Quei servi rapidissimi e volanti,
Che gli scorrono avanti,
Come i destrieri anch'essi ornati d'oro,
E resi eguali a loro;
Quello stuol d'oziosi impertinenti
Dietro il cocchio pendenti;
L'aureo fulgor, lo strepito, il rimbombo,
Che la vista così fere e l'udito;
Son del fumo un magnifico vestito:
Del fumo, o sia di quel ricco e doarato
Insetto, che sdraiato
Con maestosa impertinenza siede
Sul volante guanciale, e la pedestre
Turba d'un guardo sol degna non crede.
Anzi il rapido cocchio
Par che, stridendo in minaccioso metro,
Gridi superbo indietro
Al vil volgo cencioso: ed a punirlo
Che a lui troppo appressò, mentre trapassa,
O l'urta, o allor ch'ei fugge,
D'atro e fangoso spruzzo asperso il lassa.
Comun fumo negletto era poc'anzi
Quei cui piegansi innanzi
Or cento fronti umìli. E ben, che avvenne?

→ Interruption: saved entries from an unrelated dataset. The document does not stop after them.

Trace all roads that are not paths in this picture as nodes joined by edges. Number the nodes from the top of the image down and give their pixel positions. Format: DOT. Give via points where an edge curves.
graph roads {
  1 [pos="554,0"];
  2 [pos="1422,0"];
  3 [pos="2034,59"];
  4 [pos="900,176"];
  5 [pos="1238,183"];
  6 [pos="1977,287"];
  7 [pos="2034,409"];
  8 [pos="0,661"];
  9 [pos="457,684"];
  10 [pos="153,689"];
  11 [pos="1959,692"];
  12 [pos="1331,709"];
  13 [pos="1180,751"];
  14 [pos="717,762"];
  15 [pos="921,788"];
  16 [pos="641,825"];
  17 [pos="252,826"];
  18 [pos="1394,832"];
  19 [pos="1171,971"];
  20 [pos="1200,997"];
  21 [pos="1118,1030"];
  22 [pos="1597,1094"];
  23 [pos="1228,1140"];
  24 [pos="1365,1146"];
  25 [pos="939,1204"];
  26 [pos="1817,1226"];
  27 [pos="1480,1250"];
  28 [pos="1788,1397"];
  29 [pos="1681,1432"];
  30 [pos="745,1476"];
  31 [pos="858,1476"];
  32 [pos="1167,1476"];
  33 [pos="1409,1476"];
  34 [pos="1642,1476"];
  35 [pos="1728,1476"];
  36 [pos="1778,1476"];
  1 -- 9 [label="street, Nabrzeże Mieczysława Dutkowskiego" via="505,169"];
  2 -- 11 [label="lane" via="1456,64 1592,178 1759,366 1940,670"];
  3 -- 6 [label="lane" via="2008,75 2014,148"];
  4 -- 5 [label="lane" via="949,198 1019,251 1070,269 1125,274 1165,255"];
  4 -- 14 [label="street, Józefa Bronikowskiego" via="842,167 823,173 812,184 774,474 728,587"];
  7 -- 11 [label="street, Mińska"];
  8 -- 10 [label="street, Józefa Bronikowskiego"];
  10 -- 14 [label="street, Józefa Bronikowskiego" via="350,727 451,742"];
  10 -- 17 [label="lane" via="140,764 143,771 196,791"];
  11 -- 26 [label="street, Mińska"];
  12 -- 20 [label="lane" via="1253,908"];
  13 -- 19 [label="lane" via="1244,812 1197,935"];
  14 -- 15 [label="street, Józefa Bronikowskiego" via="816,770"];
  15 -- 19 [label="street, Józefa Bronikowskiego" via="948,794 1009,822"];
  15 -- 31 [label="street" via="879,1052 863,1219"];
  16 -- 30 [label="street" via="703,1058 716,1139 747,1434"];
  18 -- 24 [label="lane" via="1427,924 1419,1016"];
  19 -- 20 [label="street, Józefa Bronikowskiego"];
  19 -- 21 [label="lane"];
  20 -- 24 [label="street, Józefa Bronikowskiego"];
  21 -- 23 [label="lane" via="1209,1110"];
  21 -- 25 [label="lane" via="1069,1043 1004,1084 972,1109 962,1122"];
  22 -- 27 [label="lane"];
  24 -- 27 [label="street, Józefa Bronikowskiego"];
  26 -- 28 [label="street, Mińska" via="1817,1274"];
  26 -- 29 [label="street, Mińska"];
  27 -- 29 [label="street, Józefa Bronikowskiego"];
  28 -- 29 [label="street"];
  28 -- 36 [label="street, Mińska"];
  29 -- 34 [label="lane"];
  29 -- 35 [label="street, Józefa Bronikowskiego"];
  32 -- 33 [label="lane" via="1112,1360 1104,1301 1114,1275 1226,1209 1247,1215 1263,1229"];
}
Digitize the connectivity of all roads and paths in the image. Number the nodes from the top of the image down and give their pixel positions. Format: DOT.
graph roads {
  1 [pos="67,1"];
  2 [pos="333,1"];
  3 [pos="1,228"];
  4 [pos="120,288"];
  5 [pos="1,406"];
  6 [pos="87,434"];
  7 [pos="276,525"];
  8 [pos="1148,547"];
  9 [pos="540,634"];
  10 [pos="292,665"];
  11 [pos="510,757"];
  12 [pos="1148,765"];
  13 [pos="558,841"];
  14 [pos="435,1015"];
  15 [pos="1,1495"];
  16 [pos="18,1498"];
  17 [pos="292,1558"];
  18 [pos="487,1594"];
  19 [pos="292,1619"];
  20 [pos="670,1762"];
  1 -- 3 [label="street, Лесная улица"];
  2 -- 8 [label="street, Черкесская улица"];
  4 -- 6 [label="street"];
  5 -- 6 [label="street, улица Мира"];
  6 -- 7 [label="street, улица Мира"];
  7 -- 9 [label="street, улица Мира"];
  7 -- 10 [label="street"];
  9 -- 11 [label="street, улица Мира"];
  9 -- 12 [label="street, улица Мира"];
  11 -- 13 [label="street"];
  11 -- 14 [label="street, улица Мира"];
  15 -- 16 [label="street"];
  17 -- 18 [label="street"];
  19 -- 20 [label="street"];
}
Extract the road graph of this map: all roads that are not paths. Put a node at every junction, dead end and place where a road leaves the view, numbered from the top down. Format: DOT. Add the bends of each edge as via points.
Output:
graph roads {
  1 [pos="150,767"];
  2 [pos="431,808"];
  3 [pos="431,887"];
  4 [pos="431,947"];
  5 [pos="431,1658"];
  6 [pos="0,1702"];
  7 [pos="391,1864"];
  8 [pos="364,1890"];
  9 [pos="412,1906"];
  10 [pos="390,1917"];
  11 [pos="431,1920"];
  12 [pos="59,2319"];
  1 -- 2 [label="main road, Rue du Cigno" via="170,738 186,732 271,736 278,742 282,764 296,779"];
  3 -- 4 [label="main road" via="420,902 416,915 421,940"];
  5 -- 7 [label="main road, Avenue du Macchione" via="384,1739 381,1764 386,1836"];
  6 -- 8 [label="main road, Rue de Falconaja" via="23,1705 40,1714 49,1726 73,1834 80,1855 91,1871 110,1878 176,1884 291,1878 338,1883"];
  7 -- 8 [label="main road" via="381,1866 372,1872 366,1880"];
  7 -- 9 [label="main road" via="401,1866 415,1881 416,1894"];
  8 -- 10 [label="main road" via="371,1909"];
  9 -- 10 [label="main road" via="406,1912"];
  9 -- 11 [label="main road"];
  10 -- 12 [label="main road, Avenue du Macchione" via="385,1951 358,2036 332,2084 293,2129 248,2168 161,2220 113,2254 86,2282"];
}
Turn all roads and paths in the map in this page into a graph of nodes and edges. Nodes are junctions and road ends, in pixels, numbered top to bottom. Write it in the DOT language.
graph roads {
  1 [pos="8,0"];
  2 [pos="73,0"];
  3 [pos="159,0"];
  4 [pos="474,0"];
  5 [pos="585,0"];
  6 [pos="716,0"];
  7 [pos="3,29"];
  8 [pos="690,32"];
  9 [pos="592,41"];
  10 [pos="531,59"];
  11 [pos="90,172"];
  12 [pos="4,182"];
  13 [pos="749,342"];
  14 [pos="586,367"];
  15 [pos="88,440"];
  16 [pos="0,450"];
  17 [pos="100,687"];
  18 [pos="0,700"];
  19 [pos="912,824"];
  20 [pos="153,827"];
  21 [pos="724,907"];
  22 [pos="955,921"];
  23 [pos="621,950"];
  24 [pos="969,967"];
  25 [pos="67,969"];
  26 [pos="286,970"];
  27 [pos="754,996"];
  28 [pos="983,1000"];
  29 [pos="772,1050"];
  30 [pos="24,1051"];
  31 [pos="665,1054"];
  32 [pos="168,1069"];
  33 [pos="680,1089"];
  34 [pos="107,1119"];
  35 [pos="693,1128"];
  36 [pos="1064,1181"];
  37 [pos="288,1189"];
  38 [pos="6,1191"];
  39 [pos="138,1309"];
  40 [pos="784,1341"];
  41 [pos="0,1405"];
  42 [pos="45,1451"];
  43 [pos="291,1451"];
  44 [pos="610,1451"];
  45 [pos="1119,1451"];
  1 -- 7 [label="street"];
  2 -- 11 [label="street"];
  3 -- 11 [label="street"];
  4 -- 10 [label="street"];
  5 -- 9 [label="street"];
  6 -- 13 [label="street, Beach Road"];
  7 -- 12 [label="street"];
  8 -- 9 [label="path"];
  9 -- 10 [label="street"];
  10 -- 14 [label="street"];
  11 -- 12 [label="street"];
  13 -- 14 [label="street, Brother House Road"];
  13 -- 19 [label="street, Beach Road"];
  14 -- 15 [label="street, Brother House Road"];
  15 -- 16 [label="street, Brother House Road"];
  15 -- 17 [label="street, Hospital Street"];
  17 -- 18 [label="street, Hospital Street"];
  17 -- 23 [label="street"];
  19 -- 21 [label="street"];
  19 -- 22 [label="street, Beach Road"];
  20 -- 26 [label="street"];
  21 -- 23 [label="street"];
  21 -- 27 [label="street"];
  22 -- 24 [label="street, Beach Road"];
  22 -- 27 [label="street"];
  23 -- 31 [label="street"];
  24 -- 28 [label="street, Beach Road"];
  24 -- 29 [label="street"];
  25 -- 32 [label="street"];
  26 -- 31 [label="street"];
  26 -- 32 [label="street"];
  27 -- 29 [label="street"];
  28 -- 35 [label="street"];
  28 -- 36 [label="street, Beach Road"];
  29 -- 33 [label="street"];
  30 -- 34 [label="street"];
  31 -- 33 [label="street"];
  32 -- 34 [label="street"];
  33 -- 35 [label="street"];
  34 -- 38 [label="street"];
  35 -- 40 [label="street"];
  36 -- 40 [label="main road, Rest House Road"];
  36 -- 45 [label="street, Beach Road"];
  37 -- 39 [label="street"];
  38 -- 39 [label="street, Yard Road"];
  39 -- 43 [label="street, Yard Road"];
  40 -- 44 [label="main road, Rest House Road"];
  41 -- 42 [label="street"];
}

Quella chiave dorata, che gli pende
Ora dal fianco; quello
Grande titol novello,
Ch'empie la bocca alteramente, e suona
Con pomposo rimbombo
Su le labbra de' servi ogni momento;
Son del fumo un fastoso abbigliamento.
Vesti del fumo son quelle splendenti
Croci, santi, legaccie, e stelle, e fere;
E le distinte, altere
Seriche fasce, d'aurei fregi ornate
E di gemme stellate
Che cingon, quai zodiaci, oblique il seno
Di chi? del fumo: sì, gemmato fumo,
Che rai pomposi, e tremule scintille
Vibrando, le pupille
Del volgo abbaglia sì, che in lui s'affisa:
Ché per il fumo nessun più lo ravvisa.
Ma il fumo il più leggiero, il più sottile;
Quello che il volgo umile
Guarda con più stupor; quello che abbaglia
Tanto chi troppo fiso lo rimira,
Che con strana vertigine
Spesso il capo gli gira;
Quel che cangia ogn'istante
D'abito e di sembiante,
E fregi veste i più pomposi e vani;
È 'l fumo lusinghier de' cortigiani.
Ne la lor fosca e torbida atmosfera,
Su l'ali d'incostante aura leggera,
Quali aerei pallon, errar li mira,
Esposti a le più instabili vicende:
Altri monta, altri scende.
Vedi, quando il favore,
Quasi vital calore,
Riscalda il fumo, vedi come s'alzi
Rapidissomo il globo, e in un baleno
Giunga a le nubi in seno.
Ma si raffredda il fumo; e già ricade
Su quelle onde partì, fangose strade:
E allor, ad onta de la nobil vesta,
Senza degnarlo d'una occhiata sola,
Vi passa sopra il volgo, e lo calpesta.